■ What you have to do ■
Where a line of the entries below includes the string "POST", count it. Give only the resulting number.

■ Data for the task ■
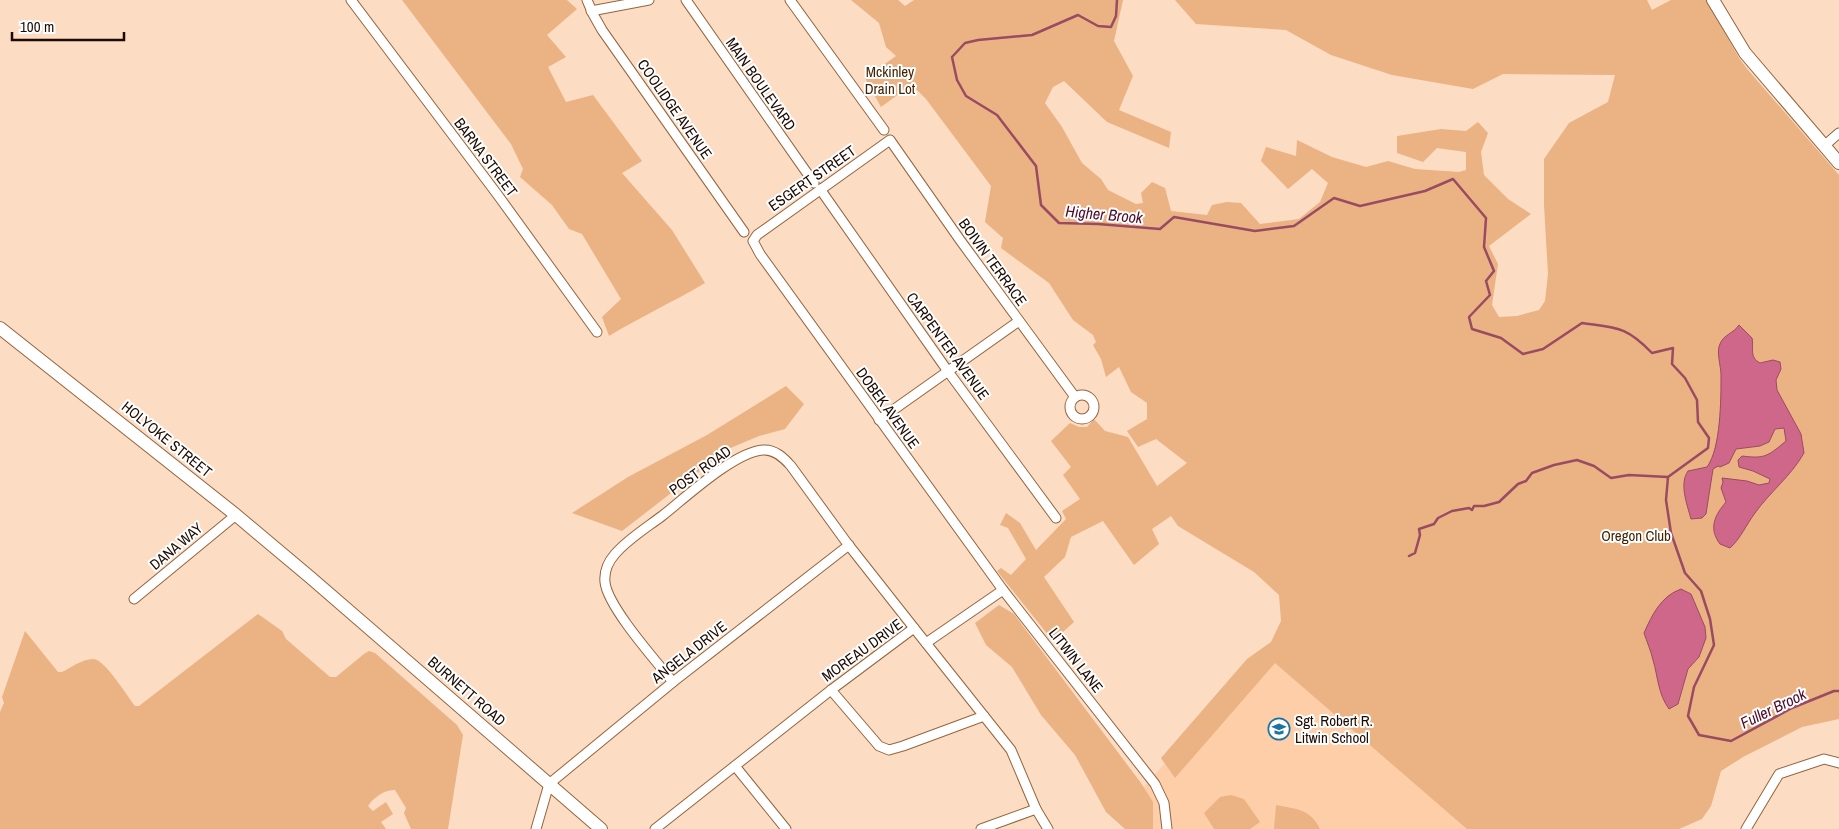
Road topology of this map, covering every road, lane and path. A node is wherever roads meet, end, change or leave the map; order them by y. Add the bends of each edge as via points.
1 (352, 0) edge
2 (587, 0) edge
3 (649, 0) edge
4 (686, 0) edge
5 (790, 0) edge
6 (1713, 0) edge
7 (591, 10) junction
8 (884, 130) dead end
9 (1839, 133) edge
10 (890, 140) joint
11 (1824, 146) junction
12 (1839, 164) edge
13 (817, 186) junction
14 (744, 232) dead end
15 (753, 241) joint
16 (1019, 321) junction
17 (0, 328) edge
18 (597, 332) dead end
19 (949, 372) junction
20 (1075, 398) dead end
21 (879, 420) junction
22 (236, 515) junction
23 (1056, 518) dead end
24 (849, 546) junction
25 (311, 578) joint
26 (1003, 590) junction
27 (134, 599) dead end
28 (914, 628) junction
29 (926, 644) junction
30 (673, 682) junction
31 (831, 690) junction
32 (984, 716) junction
33 (1839, 764) edge
34 (735, 766) junction
35 (549, 784) junction
36 (1036, 809) junction
37 (536, 829) edge
38 (601, 829) edge
39 (655, 829) edge
40 (786, 829) edge
41 (981, 829) edge
42 (1048, 829) edge
43 (1167, 829) edge
44 (1746, 829) edge

1 - 18 street, BARNA STREET
2 - 7 street, COOLIDGE AVENUE
3 - 7 street
4 - 13 street, MAIN BOULEVARD
5 - 8 street
6 - 11 main road via 1745,53
7 - 14 street, COOLIDGE AVENUE
9 - 11 street
10 - 13 street, ESGERT STREET
10 - 16 street, BOIVIN TERRACE
11 - 12 main road
13 - 15 street, ESGERT STREET
13 - 19 street, CARPENTER AVENUE
15 - 21 street, DOBEK AVENUE
16 - 19 street
16 - 20 street, BOIVIN TERRACE
17 - 22 main road, HOLYOKE STREET
19 - 21 street
19 - 23 street, CARPENTER AVENUE
21 - 26 street, DOBEK AVENUE
22 - 25 main road, HOLYOKE STREET
22 - 27 street, DANA WAY
24 - 28 street, POST ROAD
24 - 30 street, ANGELA DRIVE
24 - 30 street, POST ROAD via 791,466 773,451 751,452 711,477 615,554 605,574 606,589 614,605
25 - 35 main road, BURNETT ROAD
26 - 29 street
26 - 43 street, LITWIN LANE via 1157,787 1164,803
28 - 29 street, MOREAU DRIVE
28 - 31 street, MOREAU DRIVE
29 - 32 street, MOREAU DRIVE
30 - 35 street, ANGELA DRIVE
31 - 32 street via 880,746 889,750
31 - 34 street, MOREAU DRIVE
32 - 36 street, MOREAU DRIVE via 1011,750
33 - 44 street via 1824,759 1779,774
34 - 39 street, MOREAU DRIVE
34 - 40 street
35 - 37 street
35 - 38 main road, BURNETT ROAD
36 - 41 street
36 - 42 street, MOREAU DRIVE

■ Output below ■
2